## Data
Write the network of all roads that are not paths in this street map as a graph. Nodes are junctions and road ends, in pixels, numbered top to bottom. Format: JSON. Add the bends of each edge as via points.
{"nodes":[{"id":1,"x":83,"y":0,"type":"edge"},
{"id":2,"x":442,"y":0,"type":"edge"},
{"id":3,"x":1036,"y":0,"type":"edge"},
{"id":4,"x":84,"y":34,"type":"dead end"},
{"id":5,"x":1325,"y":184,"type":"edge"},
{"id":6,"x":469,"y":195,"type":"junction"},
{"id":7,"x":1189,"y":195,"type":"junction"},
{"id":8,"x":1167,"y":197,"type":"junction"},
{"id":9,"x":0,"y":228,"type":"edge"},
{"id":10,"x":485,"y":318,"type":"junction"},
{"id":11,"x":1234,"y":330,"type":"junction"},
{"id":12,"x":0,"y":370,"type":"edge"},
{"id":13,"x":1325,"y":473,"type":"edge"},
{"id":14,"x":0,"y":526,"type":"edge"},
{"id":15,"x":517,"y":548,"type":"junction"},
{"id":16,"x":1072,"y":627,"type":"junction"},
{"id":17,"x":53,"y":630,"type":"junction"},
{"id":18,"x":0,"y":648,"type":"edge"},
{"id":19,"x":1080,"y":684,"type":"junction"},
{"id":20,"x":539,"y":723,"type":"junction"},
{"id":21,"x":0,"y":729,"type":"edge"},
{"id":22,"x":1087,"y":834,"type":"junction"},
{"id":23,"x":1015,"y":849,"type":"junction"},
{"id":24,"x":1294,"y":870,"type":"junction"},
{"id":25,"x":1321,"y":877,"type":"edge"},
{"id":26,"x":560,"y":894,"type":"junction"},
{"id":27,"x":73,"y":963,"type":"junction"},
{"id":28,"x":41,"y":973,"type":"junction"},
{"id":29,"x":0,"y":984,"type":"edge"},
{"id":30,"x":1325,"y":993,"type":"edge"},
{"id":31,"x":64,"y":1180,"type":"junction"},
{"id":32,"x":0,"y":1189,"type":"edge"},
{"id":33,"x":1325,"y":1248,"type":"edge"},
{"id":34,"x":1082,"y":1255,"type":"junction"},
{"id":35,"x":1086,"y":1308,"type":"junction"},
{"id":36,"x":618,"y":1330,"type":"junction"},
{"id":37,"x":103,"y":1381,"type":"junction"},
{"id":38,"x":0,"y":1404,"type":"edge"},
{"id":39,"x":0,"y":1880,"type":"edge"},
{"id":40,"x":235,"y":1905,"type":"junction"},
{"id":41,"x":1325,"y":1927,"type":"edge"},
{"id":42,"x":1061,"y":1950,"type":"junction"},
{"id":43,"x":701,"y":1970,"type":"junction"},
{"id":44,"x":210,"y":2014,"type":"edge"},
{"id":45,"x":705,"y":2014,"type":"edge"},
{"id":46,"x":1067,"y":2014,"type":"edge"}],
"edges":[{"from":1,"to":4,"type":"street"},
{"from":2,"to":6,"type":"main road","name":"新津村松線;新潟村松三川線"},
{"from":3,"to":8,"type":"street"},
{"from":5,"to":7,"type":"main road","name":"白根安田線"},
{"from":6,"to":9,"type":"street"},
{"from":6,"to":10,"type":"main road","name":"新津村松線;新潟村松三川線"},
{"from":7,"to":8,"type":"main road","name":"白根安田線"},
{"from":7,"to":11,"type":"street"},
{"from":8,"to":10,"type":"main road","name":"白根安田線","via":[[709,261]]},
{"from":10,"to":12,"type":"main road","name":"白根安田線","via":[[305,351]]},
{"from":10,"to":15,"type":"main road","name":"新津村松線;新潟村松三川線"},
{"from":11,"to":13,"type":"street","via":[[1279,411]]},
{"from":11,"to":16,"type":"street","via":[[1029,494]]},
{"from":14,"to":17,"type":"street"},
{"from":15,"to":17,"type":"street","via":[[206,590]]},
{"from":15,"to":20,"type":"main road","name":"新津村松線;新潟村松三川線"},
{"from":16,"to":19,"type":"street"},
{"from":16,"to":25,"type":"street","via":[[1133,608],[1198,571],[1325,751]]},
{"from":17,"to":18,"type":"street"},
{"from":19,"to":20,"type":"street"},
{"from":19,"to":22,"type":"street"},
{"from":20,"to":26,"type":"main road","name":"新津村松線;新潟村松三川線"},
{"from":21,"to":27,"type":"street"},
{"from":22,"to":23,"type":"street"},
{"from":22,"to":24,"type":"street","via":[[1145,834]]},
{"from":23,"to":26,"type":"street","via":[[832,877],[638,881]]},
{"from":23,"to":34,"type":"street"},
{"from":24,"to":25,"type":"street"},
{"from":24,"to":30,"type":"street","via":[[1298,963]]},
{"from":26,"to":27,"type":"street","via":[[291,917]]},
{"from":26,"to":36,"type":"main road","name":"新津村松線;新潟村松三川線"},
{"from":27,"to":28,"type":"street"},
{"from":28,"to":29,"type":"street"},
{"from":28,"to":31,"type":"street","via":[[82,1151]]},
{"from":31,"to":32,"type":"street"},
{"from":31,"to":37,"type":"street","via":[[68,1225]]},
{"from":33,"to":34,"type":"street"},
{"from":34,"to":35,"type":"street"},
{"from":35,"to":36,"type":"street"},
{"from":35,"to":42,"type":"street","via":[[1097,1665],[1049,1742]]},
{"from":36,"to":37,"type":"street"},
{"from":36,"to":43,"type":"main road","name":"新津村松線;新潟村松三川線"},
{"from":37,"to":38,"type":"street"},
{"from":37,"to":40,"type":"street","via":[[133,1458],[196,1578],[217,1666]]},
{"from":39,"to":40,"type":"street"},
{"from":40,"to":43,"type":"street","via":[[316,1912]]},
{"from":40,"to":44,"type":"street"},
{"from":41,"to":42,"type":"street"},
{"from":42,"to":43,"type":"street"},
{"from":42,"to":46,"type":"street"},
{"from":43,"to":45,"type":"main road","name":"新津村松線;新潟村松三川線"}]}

## What you should do
Would you show each line of the listing above that has the string "白根安田線"?

## Output of the exercise
{"from":5,"to":7,"type":"main road","name":"白根安田線"},
{"from":7,"to":8,"type":"main road","name":"白根安田線"},
{"from":8,"to":10,"type":"main road","name":"白根安田線","via":[[709,261]]},
{"from":10,"to":12,"type":"main road","name":"白根安田線","via":[[305,351]]},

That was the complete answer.